Gather up every line from the entries below that uses the word "paths".
.....
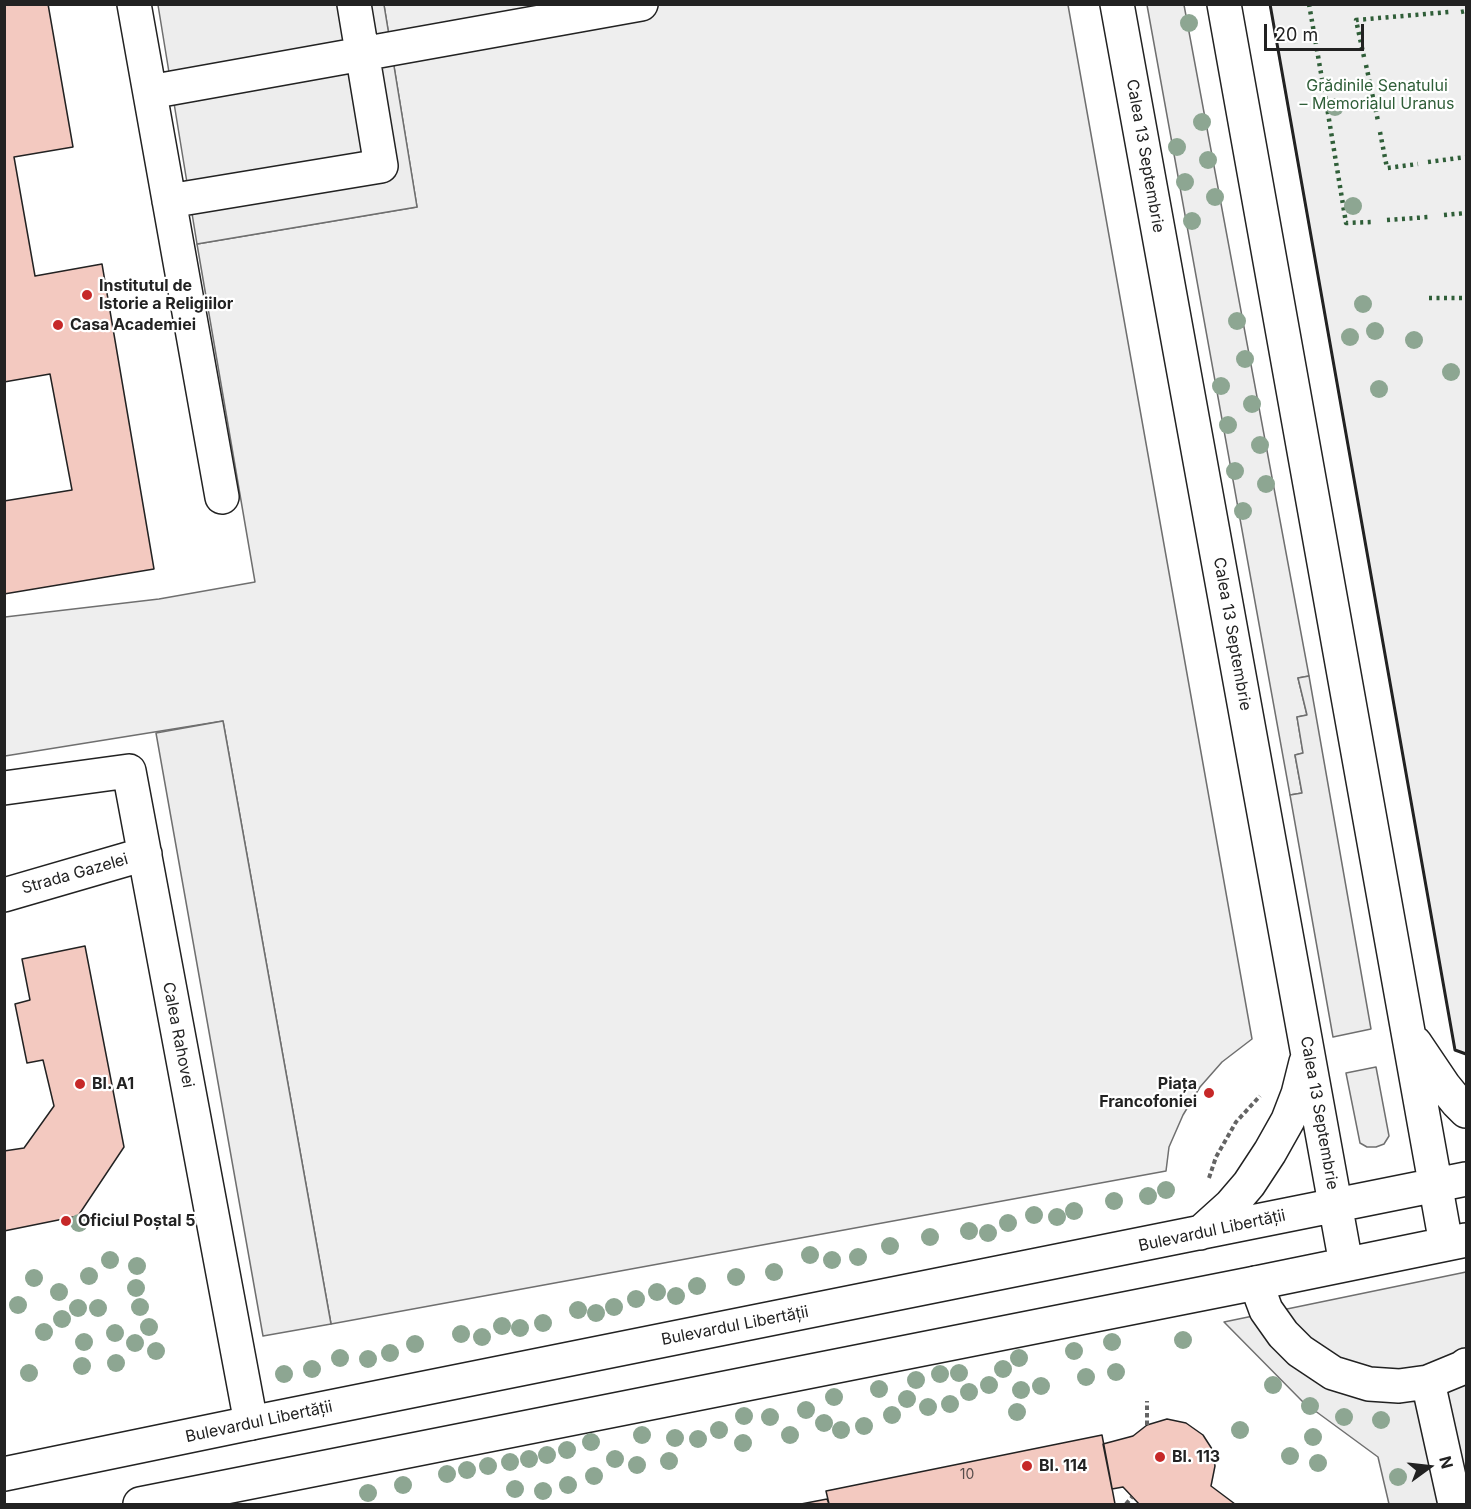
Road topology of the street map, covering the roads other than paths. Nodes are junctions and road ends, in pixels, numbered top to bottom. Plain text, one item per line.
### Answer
1 (134, 4) edge
2 (354, 4) edge
3 (641, 4) edge
4 (1117, 4) edge
5 (1224, 4) edge
6 (362, 54) junction
7 (150, 92) junction
8 (169, 201) junction
9 (222, 497) dead end
10 (4, 788) edge
11 (145, 854) junction
12 (4, 895) edge
13 (1407, 1031) junction
14 (1308, 1057) junction
15 (1467, 1111) edge
16 (1451, 1182) edge
17 (1335, 1205) junction
18 (1200, 1233) junction
19 (1456, 1242) edge
20 (1346, 1264) junction
21 (1256, 1283) junction
22 (1467, 1365) edge
23 (1428, 1382) junction
24 (250, 1423) junction
25 (4, 1474) edge
26 (140, 1504) edge
27 (1455, 1504) edge

1 - 7 main road
2 - 6 main road
3 - 6 main road
4 - 14 main road, Calea 13 Septembrie
5 - 13 main road
6 - 7 main road
6 - 8 main road
7 - 8 main road
8 - 9 main road
10 - 11 main road, Calea Rahovei
11 - 12 main road, Strada Gazelei
11 - 24 main road, Calea Rahovei
13 - 15 main road
13 - 16 main road
14 - 17 main road, Calea 13 Septembrie
14 - 18 main road
16 - 17 main road, Bulevardul Libertății
16 - 19 main road
17 - 18 main road, Bulevardul Libertății
17 - 20 main road, Calea 13 Septembrie
18 - 24 main road, Bulevardul Libertății
19 - 20 main road
20 - 21 main road
21 - 23 main road
21 - 26 main road
22 - 23 main road
23 - 27 main road
24 - 25 main road, Bulevardul Libertății

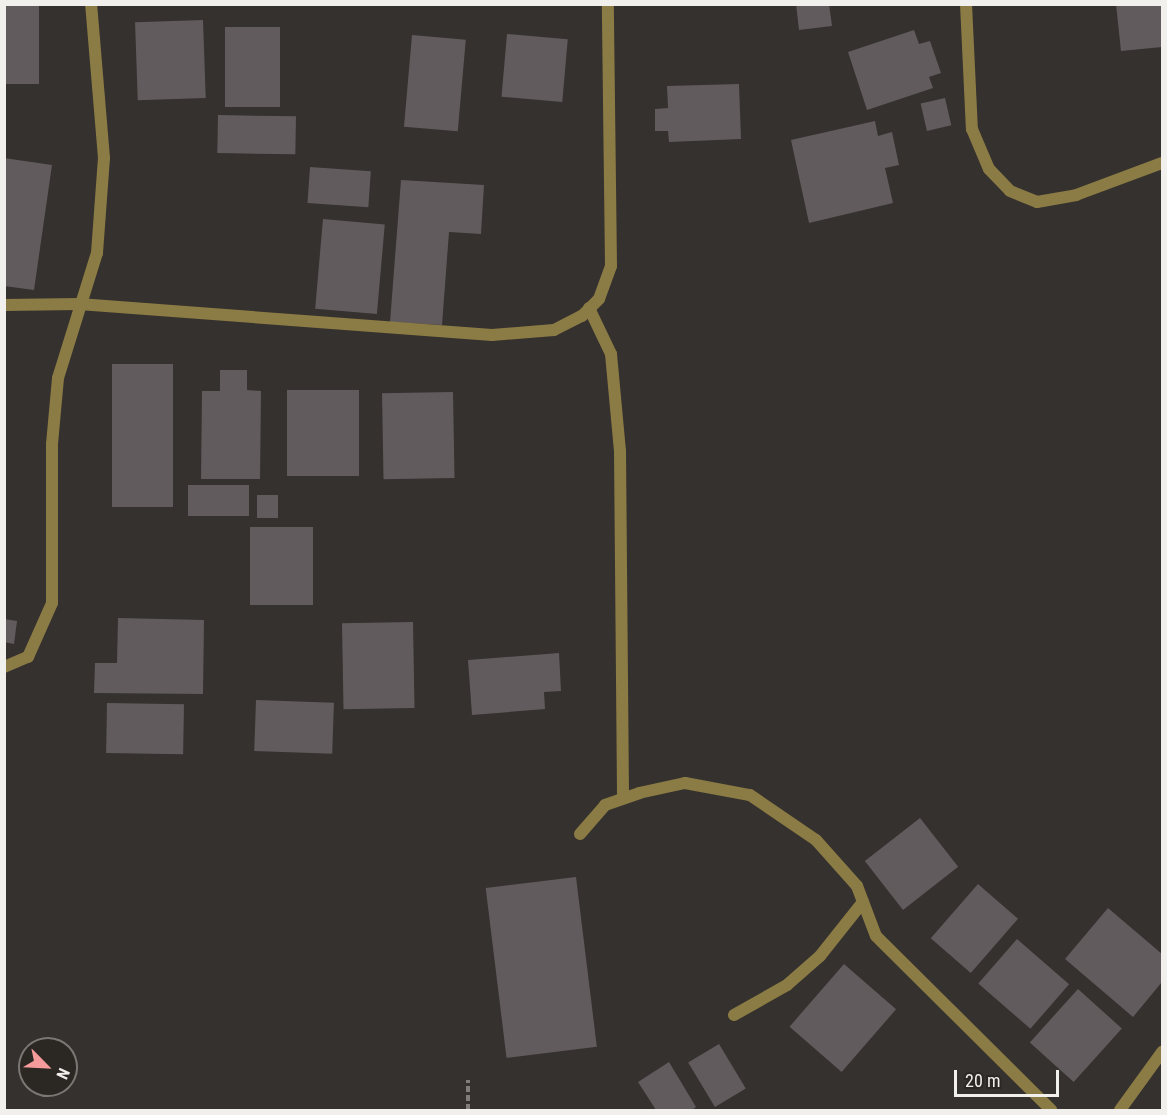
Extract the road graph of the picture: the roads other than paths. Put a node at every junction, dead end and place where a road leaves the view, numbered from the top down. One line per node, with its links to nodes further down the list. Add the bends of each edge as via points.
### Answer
1 (91, 4): 5 (street, via 104,158 97,253)
2 (608, 4): 7 (street, via 610,266)
3 (966, 4): 4 (street, via 972,129 989,169 1010,191 1037,202 1076,195)
4 (1162, 163)
5 (79, 304): 6 (street); 7 (street, via 492,335 554,330); 8 (street, via 58,378 52,444 52,603 28,657)
6 (4, 305)
7 (589, 308): 9 (street, via 611,354 620,451)
8 (4, 667)
9 (623, 798): 10 (street, via 605,805); 11 (street, via 685,783 750,795 816,840 857,886)
10 (580, 834)
11 (863, 902): 12 (street, via 820,956 787,985); 14 (street, via 876,936)
12 (734, 1015)
13 (1162, 1052): 15 (street)
14 (1052, 1110)
15 (1120, 1110)

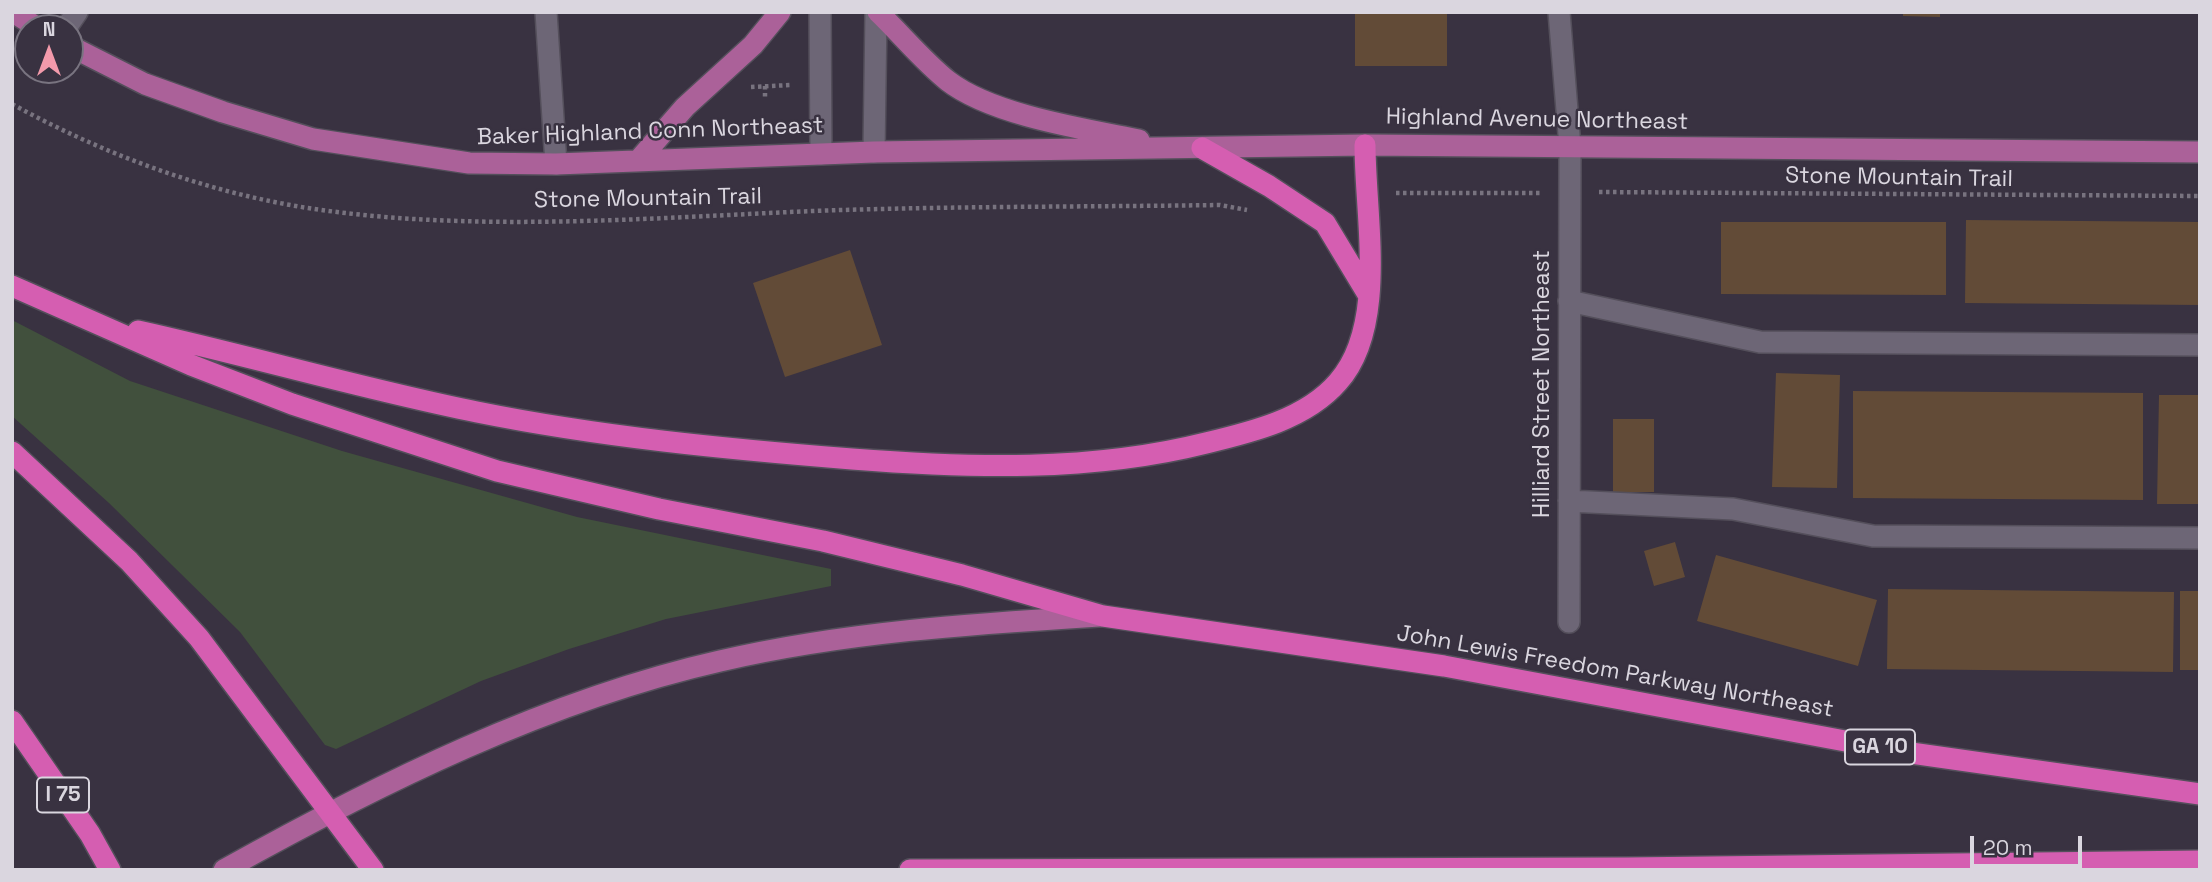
.....
→ **ANSWER BOX**:
Road topology of the street map, covering the roads other than paths. Nodes are junctions and road ends, in pixels, numbered top to bottom. Plain text, one item per line.
Extract the road graph of the picture: the roads other than paths. Put a node at every junction, dead end and place where a road leaves the view, numbered from the top down. One line per node, with its links to nodes further down the list. Add the bends of each edge as via points.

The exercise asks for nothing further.